## Data
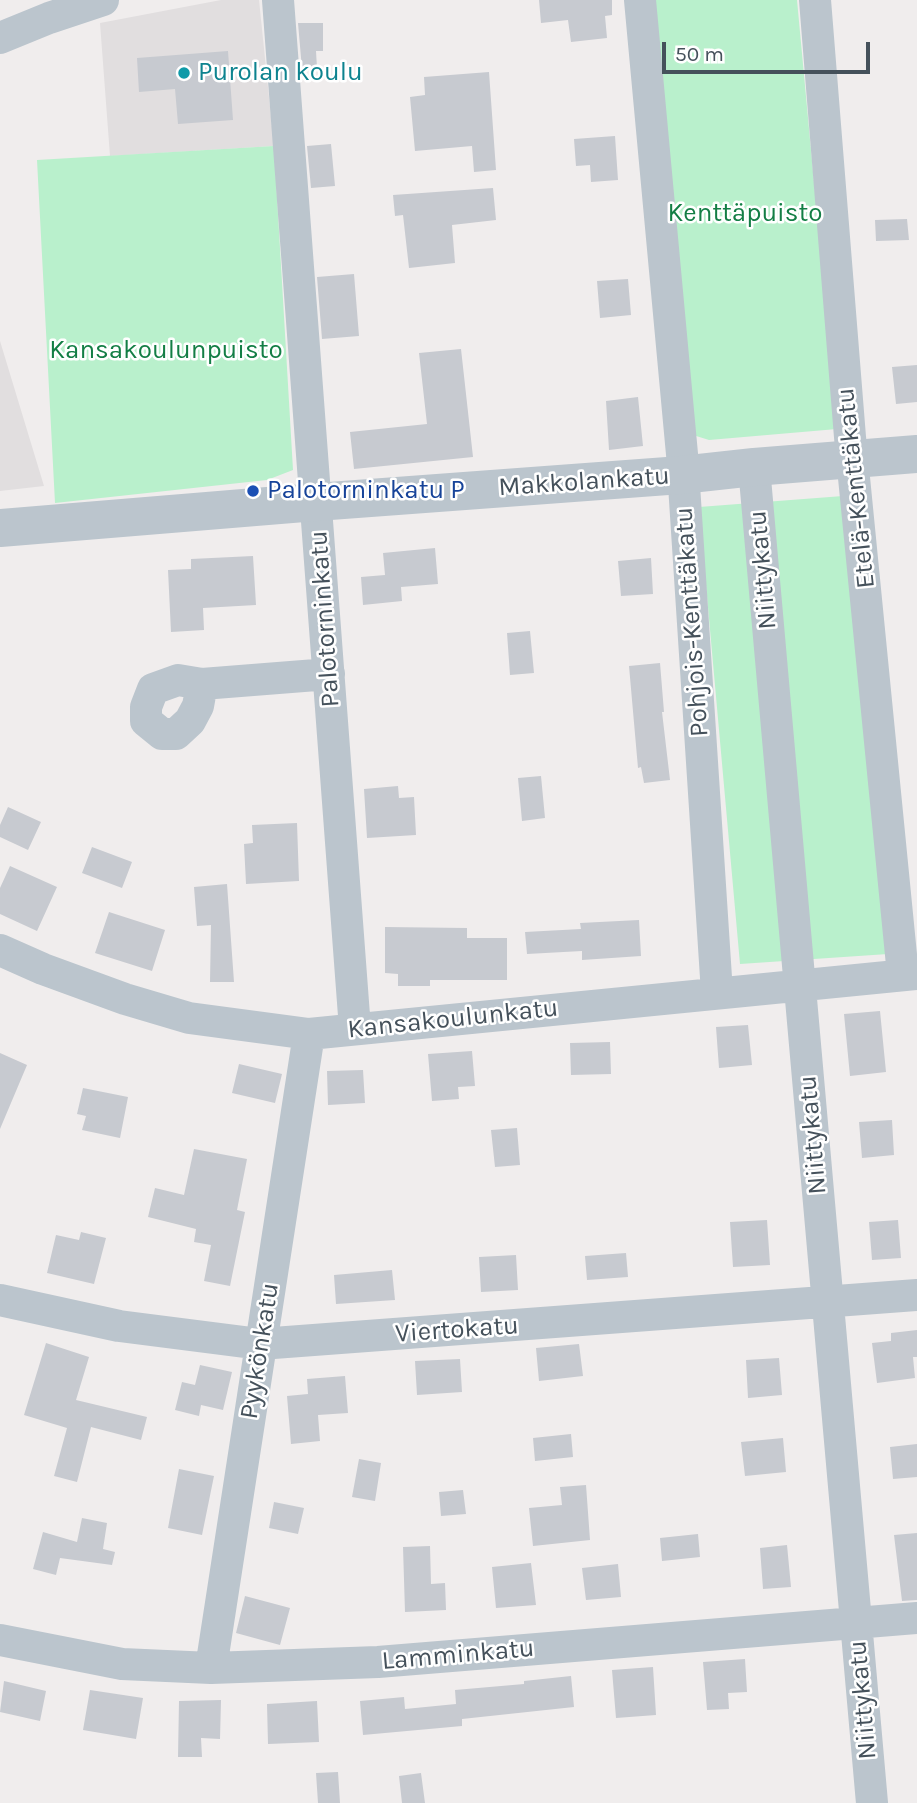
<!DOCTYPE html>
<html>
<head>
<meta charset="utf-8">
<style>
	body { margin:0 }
	#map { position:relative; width:917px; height:1803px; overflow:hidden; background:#f0eded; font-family:Karla,sans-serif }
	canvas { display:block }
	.scale { position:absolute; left:662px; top:42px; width:208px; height:32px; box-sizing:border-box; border:4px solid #45515b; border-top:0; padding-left:9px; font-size:21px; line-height:24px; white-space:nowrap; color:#45515b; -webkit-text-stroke:5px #fff; paint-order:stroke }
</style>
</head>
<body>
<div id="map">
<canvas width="917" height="1803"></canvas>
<div class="scale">50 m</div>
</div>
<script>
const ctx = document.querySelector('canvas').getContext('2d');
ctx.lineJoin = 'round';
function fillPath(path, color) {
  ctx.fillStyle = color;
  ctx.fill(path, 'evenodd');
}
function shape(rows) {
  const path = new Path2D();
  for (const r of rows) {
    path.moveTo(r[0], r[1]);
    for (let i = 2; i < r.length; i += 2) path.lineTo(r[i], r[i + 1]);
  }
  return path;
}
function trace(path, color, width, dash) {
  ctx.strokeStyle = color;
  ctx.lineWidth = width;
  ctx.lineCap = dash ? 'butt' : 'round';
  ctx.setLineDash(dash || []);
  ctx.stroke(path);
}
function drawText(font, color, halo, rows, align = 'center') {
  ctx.font = font + ' Karla,sans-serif';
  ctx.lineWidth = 5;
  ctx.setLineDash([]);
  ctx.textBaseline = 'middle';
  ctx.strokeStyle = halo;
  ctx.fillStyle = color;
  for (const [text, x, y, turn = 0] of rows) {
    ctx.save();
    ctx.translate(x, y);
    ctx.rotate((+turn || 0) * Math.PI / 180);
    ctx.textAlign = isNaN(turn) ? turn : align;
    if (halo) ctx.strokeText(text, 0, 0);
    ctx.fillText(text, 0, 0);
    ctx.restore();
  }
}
fillPath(shape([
	[221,0,259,0,274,146,110,156,100,23],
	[0,341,44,486,0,491]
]), '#e1dedf');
fillPath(shape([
	[652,0,797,0,837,429,709,440,693,435],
	[274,146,293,470,267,480,55,503,37,160],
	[843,496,888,954,740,964,699,507]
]), '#b9f0cc');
fillPath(shape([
	[539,0,612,0,612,15,605,16,607,38,571,42,568,20,541,23],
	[298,23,323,23,323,51,316,51,317,68,302,69],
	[228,51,233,120,178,124,175,89,139,92,137,58],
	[489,72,496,170,474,172,472,146,415,151,410,97,425,95,424,77],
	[615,136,618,180,591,182,590,165,576,166,574,139],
	[331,144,335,186,311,188,307,146],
	[493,188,496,220,452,225,455,263,409,268,403,215,395,216,393,195],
	[907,219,909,240,876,241,875,220],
	[354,274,359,336,322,339,317,277],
	[628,279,631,315,600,318,597,281],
	[461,349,473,457,354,469,350,432,427,424,419,353],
	[917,365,917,402,896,404,892,367],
	[638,397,643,446,609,450,606,401],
	[435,548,438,584,401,587,402,601,363,605,361,577,385,575,383,553],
	[253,556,256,605,203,608,204,630,171,632,168,570,191,569,191,559],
	[651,558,653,594,621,596,618,561],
	[530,631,534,673,510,675,507,633],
	[660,663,664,712,662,712,670,780,644,783,641,767,638,768,629,666],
	[541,776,545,818,522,821,518,778],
	[398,786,399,798,414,797,416,835,367,838,364,789],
	[8,807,41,822,28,850,0,837,0,825],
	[297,823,299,881,246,884,244,844,253,843,252,825],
	[92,847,132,862,122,888,82,873],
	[10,866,57,887,37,931,0,914,0,888],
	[227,884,234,982,210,982,211,925,197,926,194,887],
	[109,912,165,930,152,971,95,953],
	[639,920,641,956,582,960,582,951,527,954,525,932,581,929,580,923],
	[385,927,467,928,467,938,507,938,507,980,430,980,430,986,398,986,398,974,385,973],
	[880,1011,886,1072,850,1076,844,1014],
	[748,1025,752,1065,719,1068,716,1027],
	[610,1042,611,1074,571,1075,570,1043],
	[472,1051,475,1086,458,1087,459,1099,432,1101,428,1054],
	[0,1053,27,1065,0,1129],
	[239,1064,282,1074,275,1103,232,1093],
	[363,1070,365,1103,328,1105,327,1071],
	[83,1088,128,1097,120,1138,82,1130,86,1116,77,1114],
	[892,1120,894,1155,862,1158,859,1122],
	[517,1128,520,1165,495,1167,491,1130],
	[194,1149,247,1159,237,1210,245,1212,230,1286,204,1281,211,1245,194,1242,196,1229,148,1217,155,1188,184,1195],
	[767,1220,770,1265,733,1267,730,1222],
	[898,1220,901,1258,872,1260,869,1222],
	[81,1232,106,1238,94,1284,47,1273,56,1235,79,1240],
	[626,1253,628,1277,587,1280,585,1256],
	[516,1255,518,1290,481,1292,479,1257],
	[392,1270,395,1300,336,1304,334,1275],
	[917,1330,917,1357,913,1357,915,1378,877,1383,872,1343,891,1341,891,1333],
	[46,1343,89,1357,76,1400,147,1417,141,1440,91,1427,77,1482,54,1476,67,1428,24,1415],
	[579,1344,583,1376,539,1381,536,1348],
	[779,1358,782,1395,748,1398,746,1360],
	[460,1359,462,1392,417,1395,415,1361],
	[200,1365,232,1372,223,1410,201,1405,199,1416,175,1410,182,1382,195,1385],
	[345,1376,348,1413,318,1415,320,1441,291,1444,287,1396,308,1394,307,1379],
	[571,1434,573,1457,535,1461,533,1438],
	[783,1438,786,1472,745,1476,741,1442],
	[917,1444,917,1477,893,1479,890,1447],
	[359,1459,381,1463,375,1501,352,1497],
	[179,1469,214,1476,202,1535,168,1528],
	[586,1485,590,1540,533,1546,529,1508,562,1505,560,1487],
	[463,1490,466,1514,441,1516,439,1492],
	[274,1502,304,1508,298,1534,269,1528],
	[82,1518,107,1523,103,1549,115,1552,112,1565,60,1558,56,1575,33,1569,43,1532,77,1542],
	[917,1533,917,1600,902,1601,894,1535],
	[698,1534,700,1557,662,1561,660,1538],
	[787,1545,791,1587,763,1589,760,1548],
	[430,1546,431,1584,445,1583,446,1610,405,1612,403,1547],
	[531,1563,536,1605,496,1608,492,1567],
	[618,1564,621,1597,586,1600,582,1568],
	[245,1596,290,1608,280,1645,236,1633],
	[745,1659,747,1692,728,1693,729,1709,707,1710,703,1662],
	[653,1667,656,1715,616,1718,612,1670],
	[571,1676,574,1707,462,1719,462,1726,363,1735,360,1701,404,1697,405,1709,456,1704,455,1690,524,1684,524,1681],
	[4,1681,46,1691,40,1721,0,1712],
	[90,1690,143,1698,136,1739,83,1730],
	[221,1700,220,1739,201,1738,202,1757,178,1757,179,1701],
	[317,1701,319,1742,268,1744,267,1704],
	[338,1772,340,1803,318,1803,316,1773],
	[421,1773,425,1803,402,1803,399,1776]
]), '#c7cad0');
trace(shape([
	[278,0,355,1029],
	[640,0,682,454,717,993],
	[815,0,850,437,903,975],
	[0,38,49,18,103,0],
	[754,467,872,1803],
	[202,684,198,706,190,721,176,734,162,734,146,721,146,707,153,689,178,680,202,684,329,674],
	[0,950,43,969,125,999,189,1018,309,1034,917,974],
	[0,1300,119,1326,260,1344,917,1295],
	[0,1640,122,1664,211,1668,378,1662,917,1618],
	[211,1668,309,1034]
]), '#bbc5cd', 32);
trace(shape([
	[0,528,316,502,681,475,754,467,917,454]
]), '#bbc5cd', 38);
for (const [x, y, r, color] of [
	[184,73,7,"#0f9aa8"],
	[253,491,7,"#1a4fb4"]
]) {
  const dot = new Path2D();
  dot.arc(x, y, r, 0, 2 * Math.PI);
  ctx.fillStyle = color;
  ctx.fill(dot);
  trace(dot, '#fff', 2.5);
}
drawText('26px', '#0d838f', '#fff', [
	["Purolan koulu",198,73]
], 'left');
drawText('26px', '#137e45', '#fff', [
	["Kenttäpuisto",745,214],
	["Kansakoulunpuisto",166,351]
]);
drawText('26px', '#45515b', '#fff', [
	["Makkolankatu",584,482,-4],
	["Etelä-Kenttäkatu",856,488,-96],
	["Niittykatu",763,570,-95],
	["Palotorninkatu",325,619,-94],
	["Pohjois-Kenttäkatu",692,622,-94],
	["Kansakoulunkatu",453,1019,-6],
	["Niittykatu",813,1135,-95],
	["Viertokatu",457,1330,-4],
	["Pyykönkatu",260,1351,-81],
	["Lamminkatu",458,1655,-5],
	["Niittykatu",863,1700,-95]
]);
drawText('26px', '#164399', '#fff', [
	["Palotorninkatu P",267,491]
], 'left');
</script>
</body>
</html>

## Task prompt
Taking the entries above, restate exactly those lines that fall between the line with "ctx.lineWidth = 5;" and the line with "[843,496,888,954,740,964,699,507]", keeping both of those lines too.

## Solution
  ctx.lineWidth = 5;
  ctx.setLineDash([]);
  ctx.textBaseline = 'middle';
  ctx.strokeStyle = halo;
  ctx.fillStyle = color;
  for (const [text, x, y, turn = 0] of rows) {
    ctx.save();
    ctx.translate(x, y);
    ctx.rotate((+turn || 0) * Math.PI / 180);
    ctx.textAlign = isNaN(turn) ? turn : align;
    if (halo) ctx.strokeText(text, 0, 0);
    ctx.fillText(text, 0, 0);
    ctx.restore();
  }
}
fillPath(shape([
	[221,0,259,0,274,146,110,156,100,23],
	[0,341,44,486,0,491]
]), '#e1dedf');
fillPath(shape([
	[652,0,797,0,837,429,709,440,693,435],
	[274,146,293,470,267,480,55,503,37,160],
	[843,496,888,954,740,964,699,507]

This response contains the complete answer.